Collected data entries
•••
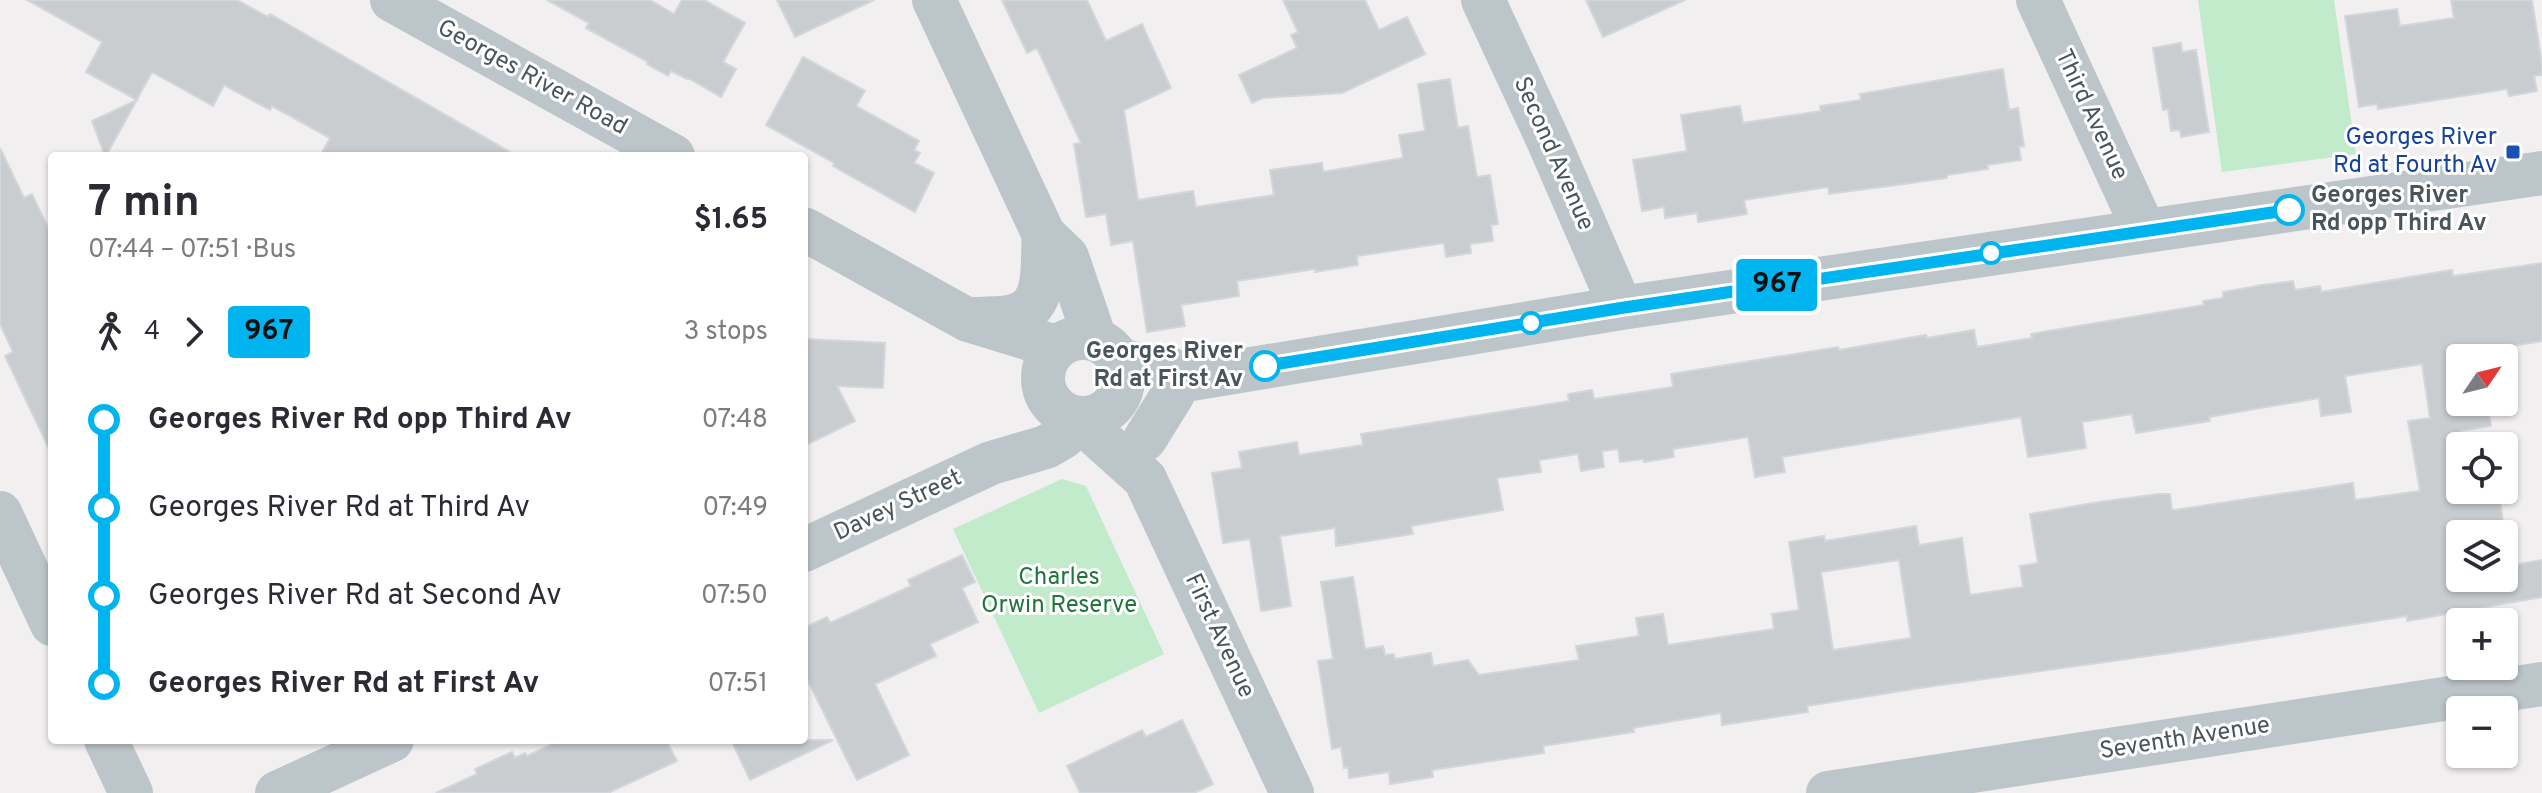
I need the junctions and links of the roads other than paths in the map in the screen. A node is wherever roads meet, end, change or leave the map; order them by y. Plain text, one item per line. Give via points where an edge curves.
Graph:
1 (392, 0) edge
2 (934, 0) edge
3 (1483, 0) edge
4 (2038, 0) edge
5 (666, 152) edge
6 (2542, 173) edge
7 (2144, 230) junction
8 (808, 231) edge
9 (1044, 235) junction
10 (1621, 308) junction
11 (968, 320) junction
12 (1084, 382) junction
13 (1182, 387) junction
14 (1145, 459) junction
15 (0, 513) edge
16 (808, 548) edge
17 (48, 615) edge
18 (2542, 684) edge
19 (108, 744) edge
20 (383, 744) edge
21 (131, 793) edge
22 (277, 793) edge
23 (1292, 793) edge
24 (1828, 793) edge

1 - 5 street, Georges River Road
2 - 9 street, First Avenue
3 - 10 street, Second Avenue
4 - 7 street, Third Avenue
6 - 7 street
7 - 10 street
8 - 11 street
9 - 11 street, First Avenue via 1041,290 1035,301 1012,316
9 - 12 street, First Avenue via 1067,257
10 - 13 street
11 - 12 street via 985,344
12 - 13 street via 1140,365 1168,368
12 - 14 street, First Avenue
12 - 16 street, Davey Street via 1063,437 991,463
13 - 14 street
14 - 23 street, First Avenue
15 - 17 street
18 - 24 street, Seventh Avenue
19 - 21 street
20 - 22 street

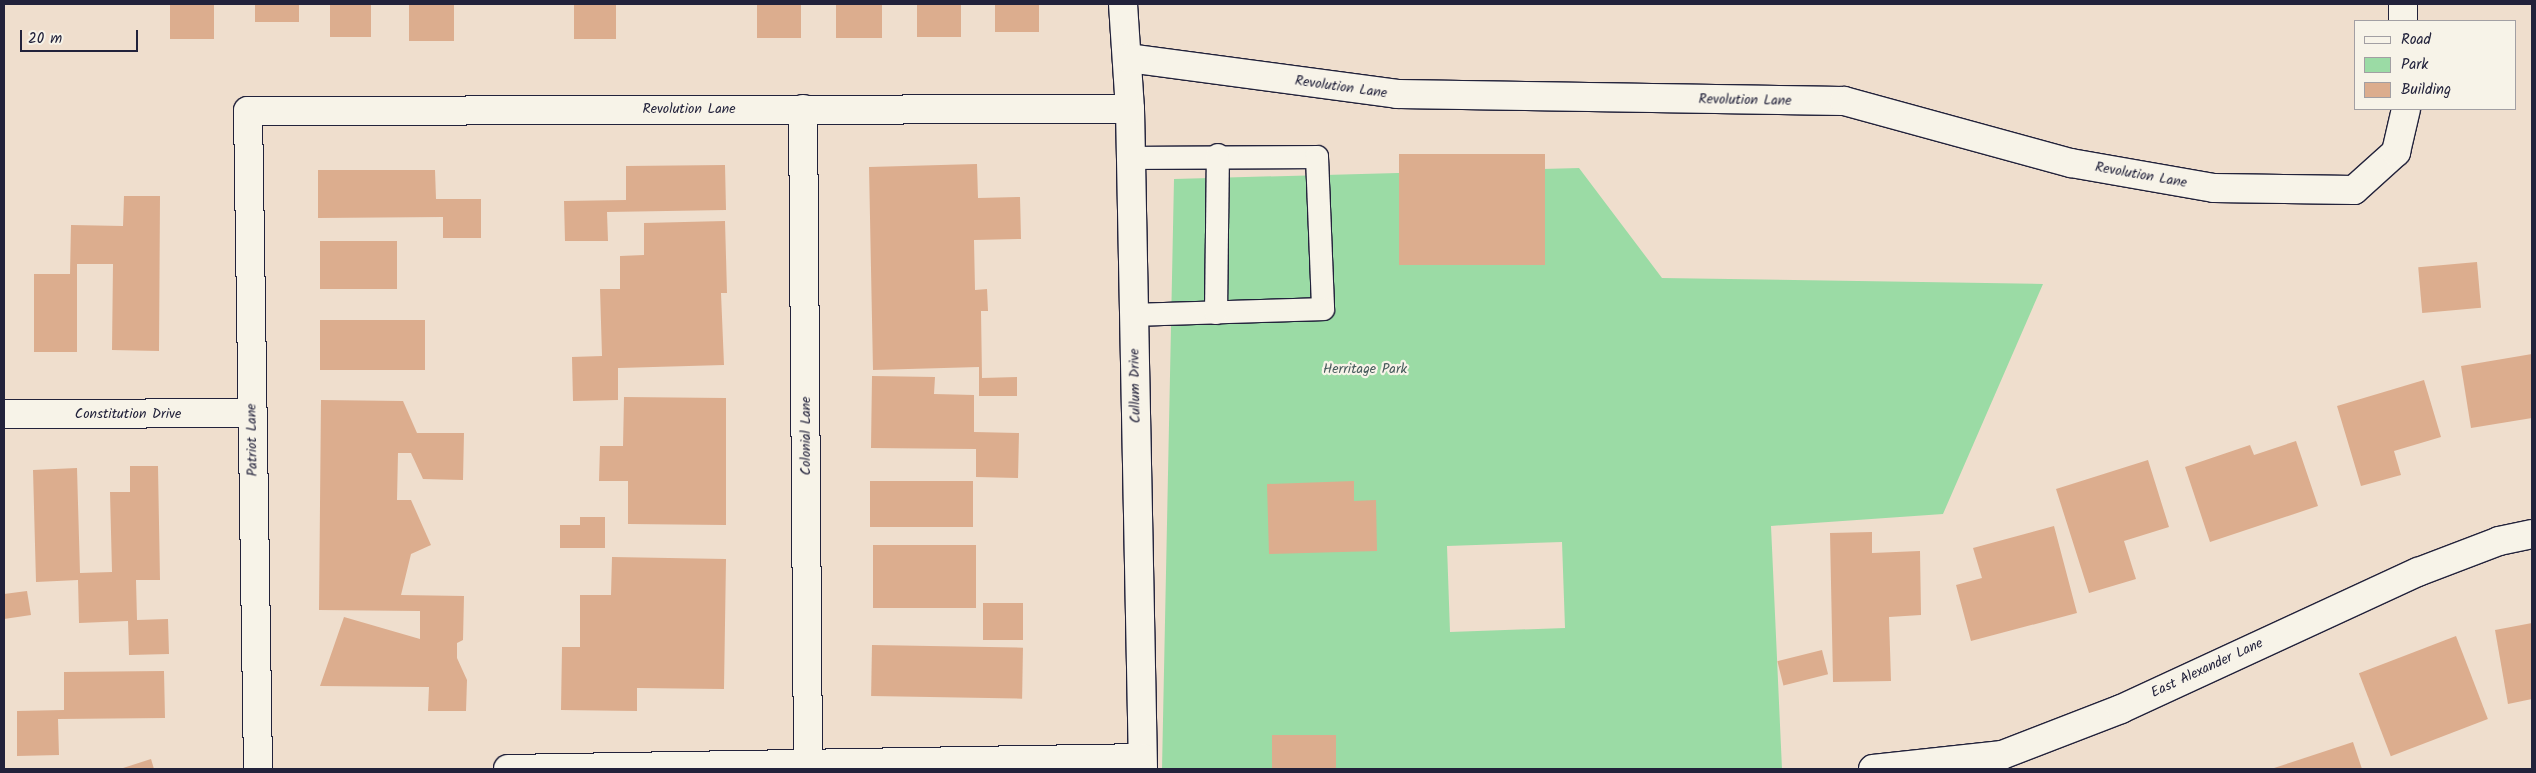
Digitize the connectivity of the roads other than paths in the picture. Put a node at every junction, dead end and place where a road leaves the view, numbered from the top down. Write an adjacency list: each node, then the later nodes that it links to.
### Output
1 (1123, 4): 4 (street, Cullum Drive)
2 (2403, 4): 3 (street)
3 (2403, 20)
4 (1128, 58): 6 (street, Cullum Drive); 7 (street, Revolution Lane)
5 (803, 108): 6 (street, Revolution Lane); 8 (street, Revolution Lane); 16 (street, Colonial Lane)
6 (1130, 108): 10 (street, Cullum Drive)
7 (2406, 110)
8 (248, 111): 13 (street, Patriot Lane)
9 (1218, 155): 10 (lane); 11 (lane); 11 (lane)
10 (1131, 158): 12 (street, Cullum Drive)
11 (1216, 313): 12 (lane)
12 (1134, 315): 18 (street, Cullum Drive)
13 (252, 413): 14 (street, Constitution Drive); 19 (street, Patriot Lane)
14 (4, 414)
15 (2532, 534): 17 (street, East Alexander Lane)
16 (808, 762): 18 (street); 20 (street)
17 (2004, 762): 21 (street, East Alexander Lane)
18 (1142, 764)
19 (258, 769)
20 (508, 769)
21 (1873, 769)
•••
About this exercise - Copy word for word each line of the data above, from the first through the one containing "Digitize the connectivity", and include no pictures.

Response area -
I need the junctions and links of the roads other than paths in the map in the screen. A node is wherever roads meet, end, change or leave the map; order them by y. Plain text, one item per line. Give via points where an edge curves.
Graph:
1 (392, 0) edge
2 (934, 0) edge
3 (1483, 0) edge
4 (2038, 0) edge
5 (666, 152) edge
6 (2542, 173) edge
7 (2144, 230) junction
8 (808, 231) edge
9 (1044, 235) junction
10 (1621, 308) junction
11 (968, 320) junction
12 (1084, 382) junction
13 (1182, 387) junction
14 (1145, 459) junction
15 (0, 513) edge
16 (808, 548) edge
17 (48, 615) edge
18 (2542, 684) edge
19 (108, 744) edge
20 (383, 744) edge
21 (131, 793) edge
22 (277, 793) edge
23 (1292, 793) edge
24 (1828, 793) edge

1 - 5 street, Georges River Road
2 - 9 street, First Avenue
3 - 10 street, Second Avenue
4 - 7 street, Third Avenue
6 - 7 street
7 - 10 street
8 - 11 street
9 - 11 street, First Avenue via 1041,290 1035,301 1012,316
9 - 12 street, First Avenue via 1067,257
10 - 13 street
11 - 12 street via 985,344
12 - 13 street via 1140,365 1168,368
12 - 14 street, First Avenue
12 - 16 street, Davey Street via 1063,437 991,463
13 - 14 street
14 - 23 street, First Avenue
15 - 17 street
18 - 24 street, Seventh Avenue
19 - 21 street
20 - 22 street

Digitize the connectivity of the roads other than paths in the picture. Put a node at every junction, dead end and place where a road leaves the view, numbered from the top down. Write an adjacency list: each node, then the later nodes that it links to.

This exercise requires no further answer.